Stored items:
━━━━

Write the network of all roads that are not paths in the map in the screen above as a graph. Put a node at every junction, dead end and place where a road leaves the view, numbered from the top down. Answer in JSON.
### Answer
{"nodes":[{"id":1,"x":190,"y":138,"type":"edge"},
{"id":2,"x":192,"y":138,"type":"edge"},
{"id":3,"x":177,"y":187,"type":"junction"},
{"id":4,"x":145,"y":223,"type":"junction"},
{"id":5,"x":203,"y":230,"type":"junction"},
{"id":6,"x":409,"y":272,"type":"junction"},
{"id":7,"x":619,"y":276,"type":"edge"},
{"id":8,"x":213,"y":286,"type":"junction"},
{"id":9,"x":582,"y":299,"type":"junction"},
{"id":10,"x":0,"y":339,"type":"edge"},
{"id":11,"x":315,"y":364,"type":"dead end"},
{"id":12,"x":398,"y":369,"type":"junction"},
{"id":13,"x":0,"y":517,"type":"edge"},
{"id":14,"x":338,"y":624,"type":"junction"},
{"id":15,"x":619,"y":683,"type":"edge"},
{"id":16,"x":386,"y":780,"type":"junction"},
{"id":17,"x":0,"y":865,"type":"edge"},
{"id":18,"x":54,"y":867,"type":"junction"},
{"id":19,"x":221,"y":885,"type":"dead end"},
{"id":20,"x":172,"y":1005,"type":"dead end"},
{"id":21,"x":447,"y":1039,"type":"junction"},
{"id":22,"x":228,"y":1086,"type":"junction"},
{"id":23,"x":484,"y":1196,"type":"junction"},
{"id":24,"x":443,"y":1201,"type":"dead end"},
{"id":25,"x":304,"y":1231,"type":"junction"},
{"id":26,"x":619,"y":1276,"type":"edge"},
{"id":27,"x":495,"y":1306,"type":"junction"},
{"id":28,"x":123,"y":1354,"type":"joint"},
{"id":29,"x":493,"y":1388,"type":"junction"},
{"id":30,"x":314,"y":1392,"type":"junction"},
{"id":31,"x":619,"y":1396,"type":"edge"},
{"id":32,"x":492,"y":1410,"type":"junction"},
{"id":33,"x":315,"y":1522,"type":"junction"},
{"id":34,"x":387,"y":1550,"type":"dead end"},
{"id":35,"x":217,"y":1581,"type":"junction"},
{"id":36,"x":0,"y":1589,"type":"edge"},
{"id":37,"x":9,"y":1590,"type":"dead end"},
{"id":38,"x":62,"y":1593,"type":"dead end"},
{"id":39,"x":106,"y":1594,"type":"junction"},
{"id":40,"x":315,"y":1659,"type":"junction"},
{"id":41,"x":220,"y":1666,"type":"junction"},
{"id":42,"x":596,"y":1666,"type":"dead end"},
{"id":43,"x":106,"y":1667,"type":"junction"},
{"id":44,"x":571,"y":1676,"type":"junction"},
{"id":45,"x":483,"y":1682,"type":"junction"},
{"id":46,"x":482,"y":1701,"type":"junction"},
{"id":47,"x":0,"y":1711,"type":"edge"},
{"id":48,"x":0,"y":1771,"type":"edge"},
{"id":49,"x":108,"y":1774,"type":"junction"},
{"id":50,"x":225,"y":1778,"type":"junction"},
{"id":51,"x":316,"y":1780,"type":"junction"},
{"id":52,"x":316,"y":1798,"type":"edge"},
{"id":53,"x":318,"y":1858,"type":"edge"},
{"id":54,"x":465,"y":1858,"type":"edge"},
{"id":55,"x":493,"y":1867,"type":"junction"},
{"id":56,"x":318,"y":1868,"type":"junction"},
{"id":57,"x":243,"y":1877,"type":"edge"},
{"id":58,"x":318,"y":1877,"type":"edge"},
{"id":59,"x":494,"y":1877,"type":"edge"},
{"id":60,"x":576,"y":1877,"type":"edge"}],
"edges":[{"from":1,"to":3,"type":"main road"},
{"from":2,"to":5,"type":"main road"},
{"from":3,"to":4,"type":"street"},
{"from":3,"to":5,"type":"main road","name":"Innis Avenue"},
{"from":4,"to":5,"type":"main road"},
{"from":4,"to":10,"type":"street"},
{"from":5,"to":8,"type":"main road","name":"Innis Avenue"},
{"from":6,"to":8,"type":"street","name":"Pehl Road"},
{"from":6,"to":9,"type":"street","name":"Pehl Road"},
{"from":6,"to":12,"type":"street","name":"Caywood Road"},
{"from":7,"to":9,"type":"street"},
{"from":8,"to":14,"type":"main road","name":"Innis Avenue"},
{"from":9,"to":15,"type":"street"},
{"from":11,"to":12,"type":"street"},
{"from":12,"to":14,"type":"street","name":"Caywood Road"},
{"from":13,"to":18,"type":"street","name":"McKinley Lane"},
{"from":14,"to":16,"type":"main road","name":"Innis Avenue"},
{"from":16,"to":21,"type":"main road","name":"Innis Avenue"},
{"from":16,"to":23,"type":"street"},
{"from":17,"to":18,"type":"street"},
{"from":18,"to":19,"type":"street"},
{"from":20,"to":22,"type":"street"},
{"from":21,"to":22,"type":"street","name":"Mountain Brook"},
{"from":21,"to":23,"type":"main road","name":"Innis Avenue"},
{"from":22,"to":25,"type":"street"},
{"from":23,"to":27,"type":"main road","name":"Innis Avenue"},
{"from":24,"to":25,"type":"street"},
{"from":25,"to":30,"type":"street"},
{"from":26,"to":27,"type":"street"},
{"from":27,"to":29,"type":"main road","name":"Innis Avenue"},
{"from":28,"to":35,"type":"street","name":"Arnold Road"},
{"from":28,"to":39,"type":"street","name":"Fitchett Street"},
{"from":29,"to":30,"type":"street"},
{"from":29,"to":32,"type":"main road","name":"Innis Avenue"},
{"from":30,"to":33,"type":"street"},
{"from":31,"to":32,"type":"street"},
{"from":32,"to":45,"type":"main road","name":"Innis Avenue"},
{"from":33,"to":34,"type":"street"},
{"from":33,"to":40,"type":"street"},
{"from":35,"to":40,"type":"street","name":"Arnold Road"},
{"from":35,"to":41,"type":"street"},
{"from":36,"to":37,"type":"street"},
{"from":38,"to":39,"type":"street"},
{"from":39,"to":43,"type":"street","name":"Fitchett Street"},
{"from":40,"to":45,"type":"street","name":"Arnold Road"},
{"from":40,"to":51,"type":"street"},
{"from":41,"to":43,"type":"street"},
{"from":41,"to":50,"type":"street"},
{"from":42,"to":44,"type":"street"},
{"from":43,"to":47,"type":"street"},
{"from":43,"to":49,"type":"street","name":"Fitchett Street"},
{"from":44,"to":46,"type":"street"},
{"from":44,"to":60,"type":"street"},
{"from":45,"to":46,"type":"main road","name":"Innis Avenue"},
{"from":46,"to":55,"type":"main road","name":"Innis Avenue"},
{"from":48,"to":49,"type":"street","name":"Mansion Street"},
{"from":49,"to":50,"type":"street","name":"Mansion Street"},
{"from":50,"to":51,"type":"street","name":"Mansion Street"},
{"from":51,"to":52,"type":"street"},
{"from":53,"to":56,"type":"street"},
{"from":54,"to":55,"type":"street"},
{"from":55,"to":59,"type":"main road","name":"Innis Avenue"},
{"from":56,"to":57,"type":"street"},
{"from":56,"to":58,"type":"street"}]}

━━━━

Say only the number of lines of the data above in which the string "Pehl" occurs.

TASK SOLUTION:
2